Eine heftige Sturmfront mit Windgeschwindigkeiten von bis zu 130 Kilometern pro Stunde ist über den Mittleren Westen der USA hinweggefegt. Auf dem O'Hare-Flughafen von Chicago fielen etwa 500 Flüge aus, viele Maschinen hatten Verspätung. Bäume wurden entwurzelt und Dächer abgedeckt. Mindestens zwei Tornados wurden gezählt, Berichte über Tote oder Schwerverletzte lagen bislang aber nicht vor, hieß es weiter.

Nach Angaben von Meteorologen handelte es sich um ein ungewöhnlich großes Sturmtief. Die Front maß den Angaben zufolge rund 2000 Kilometer und reichte von der kanadischen Grenze bis weit in den Süden. Der niedrige Luftdruck habe dem eines Hurrikans der Kategorie 3 entsprochen, allerdings habe der Sturm nicht die zerstörerische Kraft eines derartigen Hurrikans entwickelt. "Wenn es kälter wäre, hätten wir einen Blizzard gehabt", sagte David Imy von der US-Wetterbehörde NOAA.

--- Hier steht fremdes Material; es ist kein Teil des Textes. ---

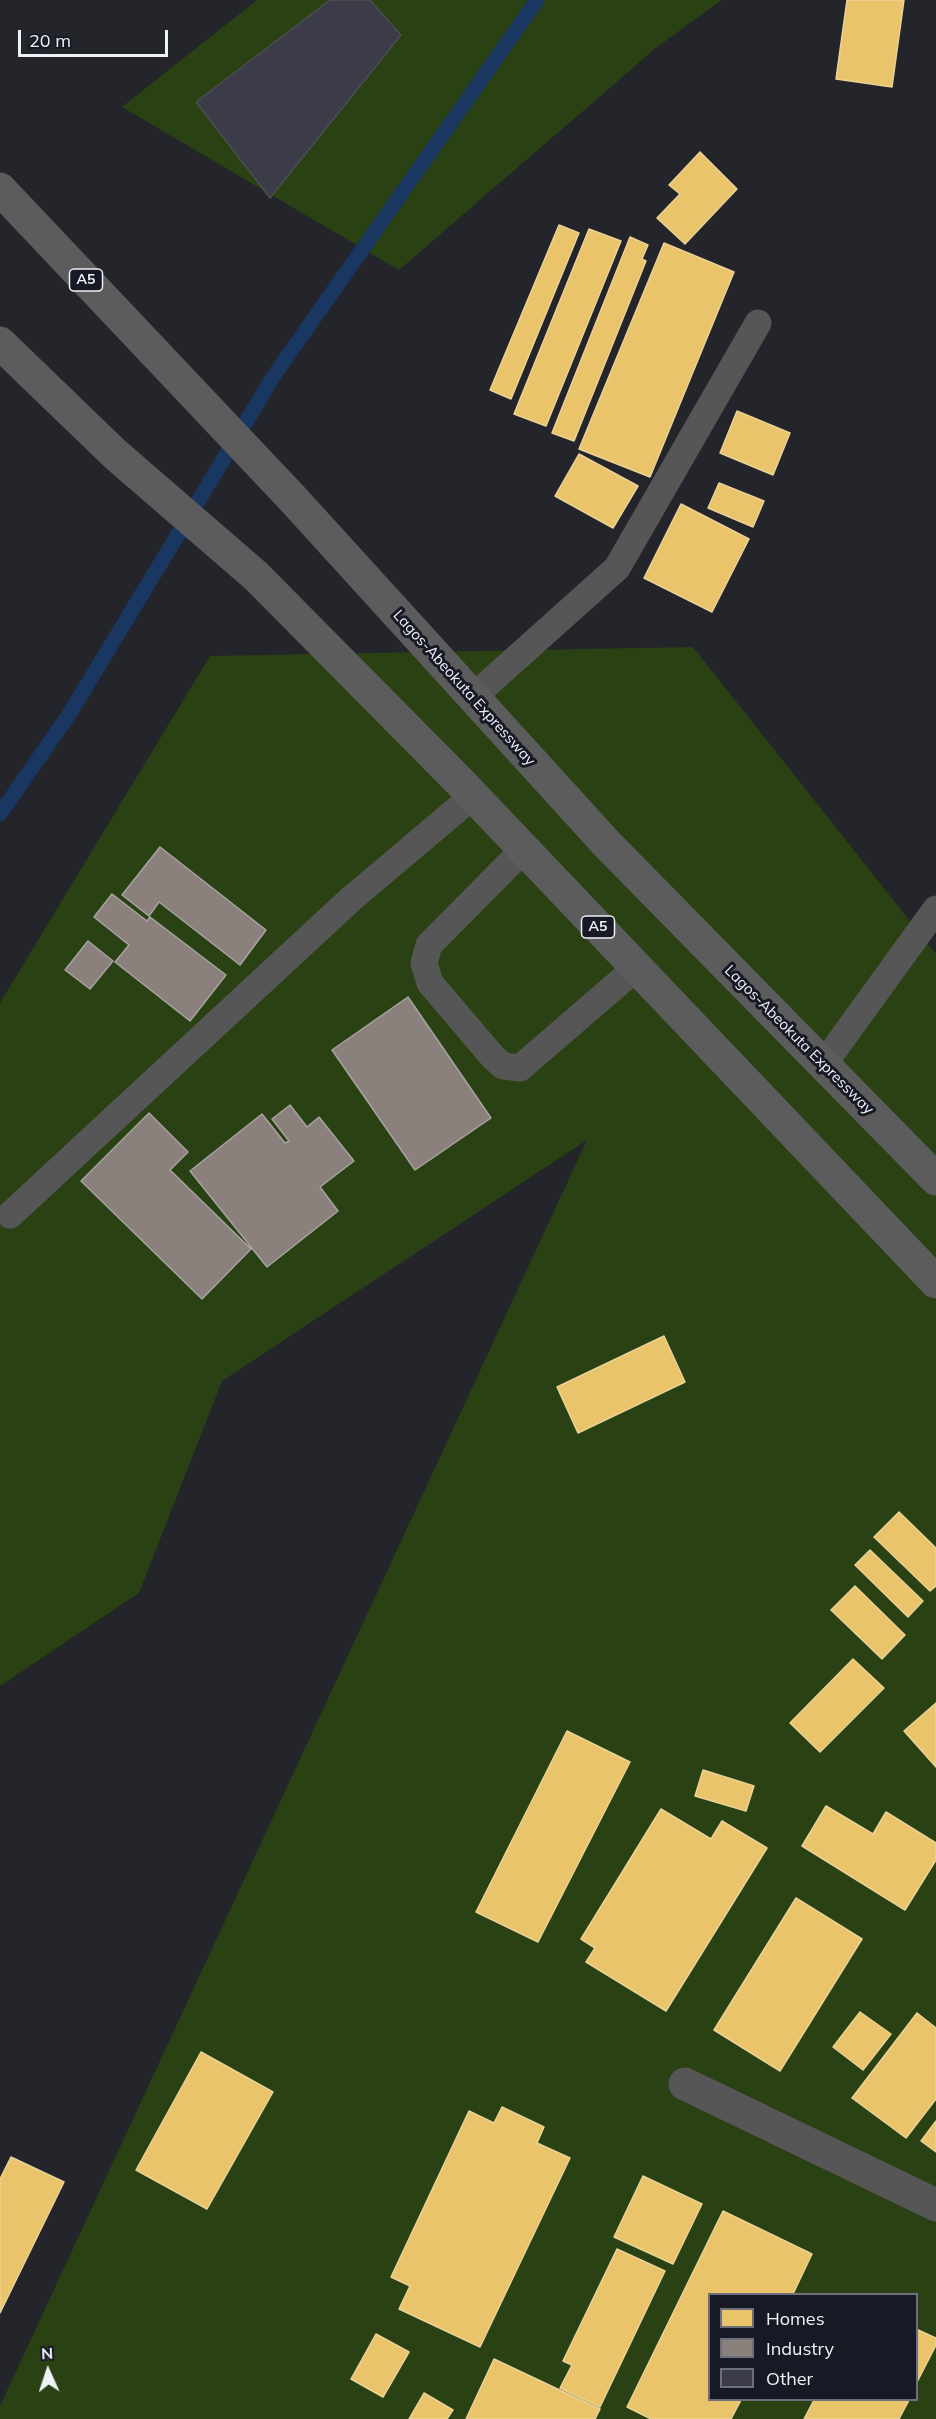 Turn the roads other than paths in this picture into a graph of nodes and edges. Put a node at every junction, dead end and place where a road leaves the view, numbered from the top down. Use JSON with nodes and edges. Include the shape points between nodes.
{"nodes":[{"id":1,"x":0,"y":189,"type":"edge"},
{"id":2,"x":758,"y":323,"type":"dead end"},
{"id":3,"x":0,"y":343,"type":"edge"},
{"id":4,"x":472,"y":697,"type":"junction"},
{"id":5,"x":473,"y":796,"type":"junction"},
{"id":6,"x":524,"y":849,"type":"junction"},
{"id":7,"x":936,"y":909,"type":"edge"},
{"id":8,"x":636,"y":968,"type":"junction"},
{"id":9,"x":823,"y":1065,"type":"junction"},
{"id":10,"x":936,"y":1179,"type":"edge"},
{"id":11,"x":10,"y":1215,"type":"dead end"},
{"id":12,"x":936,"y":1282,"type":"edge"},
{"id":13,"x":685,"y":2084,"type":"dead end"},
{"id":14,"x":936,"y":2205,"type":"edge"}],
"edges":[{"from":1,"to":4,"type":"highway","name":"Lagos-Abeokuta Expressway","number":"A5","via":[[293,499]]},
{"from":2,"to":4,"type":"lane","via":[[617,568]]},
{"from":3,"to":5,"type":"highway","number":"A5","via":[[115,454],[256,576]]},
{"from":4,"to":9,"type":"highway","name":"Lagos-Abeokuta Expressway","number":"A5","via":[[606,843]]},
{"from":5,"to":6,"type":"highway","number":"A5"},
{"from":5,"to":11,"type":"lane","via":[[351,899]]},
{"from":6,"to":8,"type":"highway","number":"A5"},
{"from":6,"to":8,"type":"lane","via":[[429,945],[424,963],[430,983],[493,1057],[503,1066],[520,1068]]},
{"from":7,"to":9,"type":"lane"},
{"from":8,"to":12,"type":"highway","number":"A5"},
{"from":9,"to":10,"type":"highway","name":"Lagos-Abeokuta Expressway","number":"A5"},
{"from":13,"to":14,"type":"street"}]} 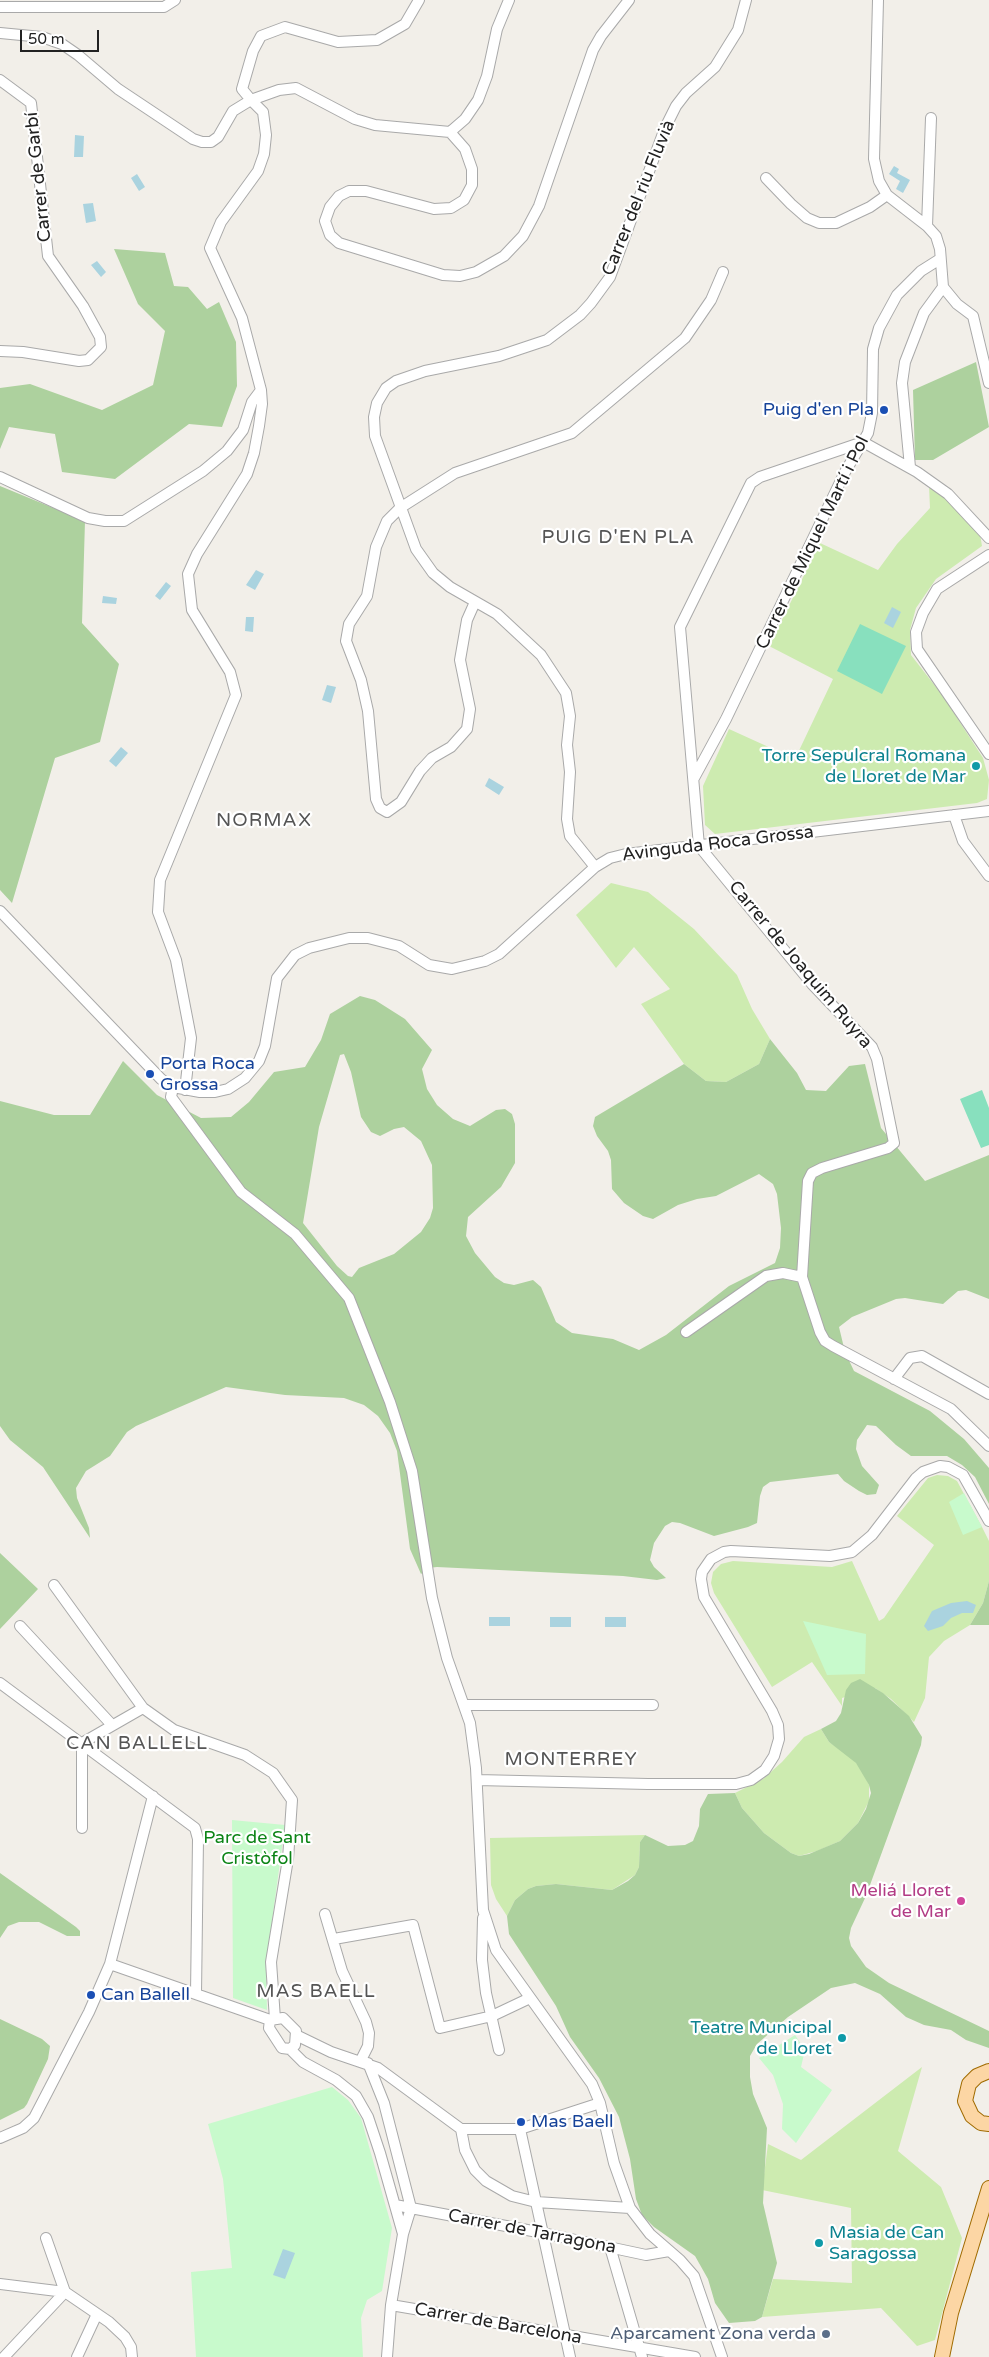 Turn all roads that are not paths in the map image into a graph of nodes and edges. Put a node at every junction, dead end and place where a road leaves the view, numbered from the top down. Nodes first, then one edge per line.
1 (175, 0) edge
2 (419, 0) edge
3 (509, 0) edge
4 (630, 0) edge
5 (746, 0) edge
6 (878, 0) edge
7 (0, 7) edge
8 (0, 33) edge
9 (0, 80) edge
10 (251, 100) junction
11 (931, 118) dead end
12 (450, 132) junction
13 (766, 178) dead end
14 (887, 195) junction
15 (927, 226) junction
16 (940, 259) junction
17 (723, 272) dead end
18 (943, 287) junction
19 (0, 352) edge
20 (989, 383) edge
21 (261, 390) junction
22 (864, 442) junction
23 (910, 467) junction
24 (0, 477) edge
25 (400, 508) junction
26 (989, 538) edge
27 (989, 555) edge
28 (475, 602) junction
29 (989, 754) edge
30 (694, 778) junction
31 (989, 811) edge
32 (954, 815) junction
33 (699, 846) junction
34 (596, 867) junction
35 (989, 876) edge
36 (0, 911) edge
37 (173, 1087) junction
38 (186, 1090) junction
39 (802, 1277) junction
40 (686, 1332) dead end
41 (894, 1379) junction
42 (989, 1394) edge
43 (989, 1446) edge
44 (989, 1521) edge
45 (54, 1585) dead end
46 (20, 1626) dead end
47 (0, 1683) edge
48 (464, 1705) junction
49 (653, 1706) dead end
50 (143, 1708) junction
51 (112, 1725) junction
52 (82, 1743) junction
53 (477, 1780) junction
54 (153, 1796) junction
55 (82, 1828) dead end
56 (483, 1910) junction
57 (325, 1914) dead end
58 (334, 1939) junction
59 (110, 1964) junction
60 (196, 1994) junction
61 (530, 1998) junction
62 (492, 2016) junction
63 (272, 2019) junction
64 (298, 2036) junction
65 (290, 2049) junction
66 (498, 2050) dead end
67 (365, 2062) junction
68 (989, 2071) edge
69 (600, 2103) junction
70 (983, 2122) edge
71 (461, 2129) junction
72 (520, 2129) junction
73 (0, 2138) edge
74 (989, 2138) edge
75 (989, 2188) edge
76 (536, 2202) junction
77 (395, 2205) junction
78 (412, 2208) junction
79 (630, 2208) junction
80 (989, 2213) edge
81 (543, 2233) junction
82 (403, 2234) junction
83 (46, 2238) dead end
84 (610, 2247) junction
85 (669, 2251) junction
86 (0, 2284) edge
87 (65, 2292) junction
88 (391, 2305) junction
89 (98, 2314) junction
90 (564, 2336) junction
91 (640, 2353) edge
92 (4, 2357) edge
93 (77, 2357) edge
94 (132, 2357) edge
95 (387, 2357) edge
96 (570, 2357) edge
97 (695, 2357) edge
98 (722, 2357) edge
99 (942, 2357) edge
100 (950, 2357) edge

1 - 7 street
2 - 10 street
3 - 12 street
4 - 12 street
5 - 25 street, Carrer del riu Fluvià
6 - 14 street
8 - 10 street
9 - 19 street, Carrer de Garbí
10 - 12 street
10 - 21 street
11 - 15 street
13 - 14 street
14 - 15 street
15 - 16 street
16 - 18 street
16 - 22 street, Carrer de Miquel Martí i Pol
17 - 25 street
18 - 20 street
18 - 23 street
21 - 24 street
21 - 38 street
22 - 23 street
22 - 30 street, Carrer de Miquel Martí i Pol
22 - 30 street
23 - 26 street
25 - 28 street, Carrer del riu Fluvià
25 - 28 street
27 - 29 street
28 - 34 street, Carrer del riu Fluvià
30 - 33 street
31 - 32 street, Avinguda Roca Grossa
32 - 33 street, Avinguda Roca Grossa
32 - 35 street
33 - 34 street, Avinguda Roca Grossa
33 - 39 street, Carrer de Joaquim Ruyra
34 - 38 street, Avinguda Roca Grossa
36 - 37 street, Avinguda Roca Grossa
37 - 38 street, Avinguda Roca Grossa
37 - 48 street
39 - 40 street
39 - 41 street, Carrer de Joaquim Ruyra
41 - 42 street
41 - 43 street, Carrer de Joaquim Ruyra
44 - 53 street
45 - 50 street
46 - 51 street
47 - 52 street
48 - 49 street
48 - 53 street
50 - 51 street
50 - 63 street
51 - 52 street
52 - 54 street
52 - 55 street
53 - 56 street
54 - 59 street
54 - 60 street
56 - 61 street
56 - 62 street
57 - 58 street
58 - 62 street
58 - 67 street
59 - 60 street
59 - 73 street
60 - 63 street
61 - 62 street
61 - 69 street
62 - 66 street
63 - 64 street
63 - 65 street
64 - 65 street
64 - 67 street
65 - 77 street
67 - 71 street
67 - 78 street
68 - 70 main road
69 - 72 street
69 - 79 street
70 - 74 main road
71 - 72 street
71 - 76 street
72 - 76 street
75 - 99 main road
76 - 79 street
76 - 81 street
77 - 78 street, Carrer de Tarragona
77 - 82 street
78 - 81 street, Carrer de Tarragona
78 - 82 street
79 - 85 street
80 - 100 main road
81 - 84 street, Carrer de Tarragona
81 - 90 street
82 - 88 street
83 - 87 street
84 - 85 street, Carrer de Tarragona
84 - 91 street
85 - 98 street
86 - 87 street
87 - 89 street
87 - 92 street
88 - 90 street, Carrer de Barcelona
88 - 95 street
89 - 93 street
89 - 94 street
90 - 91 street, Carrer de Barcelona
90 - 96 street
91 - 97 street, Carrer de Barcelona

160.000 Haushalte ohne Strom

In Wisconsin, Indiana, Ohio und der Region St. Louis hatten laut CNN vorübergehend 160.000 Haushalte keinen Strom. In Illinois war die Rede vom schlimmsten Sturm seit 70 Jahren. Das Unwetter erstreckte sich von Nord- und Süd-Dakota bis hin zu den Großen Seen. Es bewegte sich dann weiter in Richtung Ostküste. Die Meteorologen schlossen nicht aus, dass die Stürme, die sich abschwächten, am Mittwoch (Ortszeit) erneut an Stärke zulegen könnten.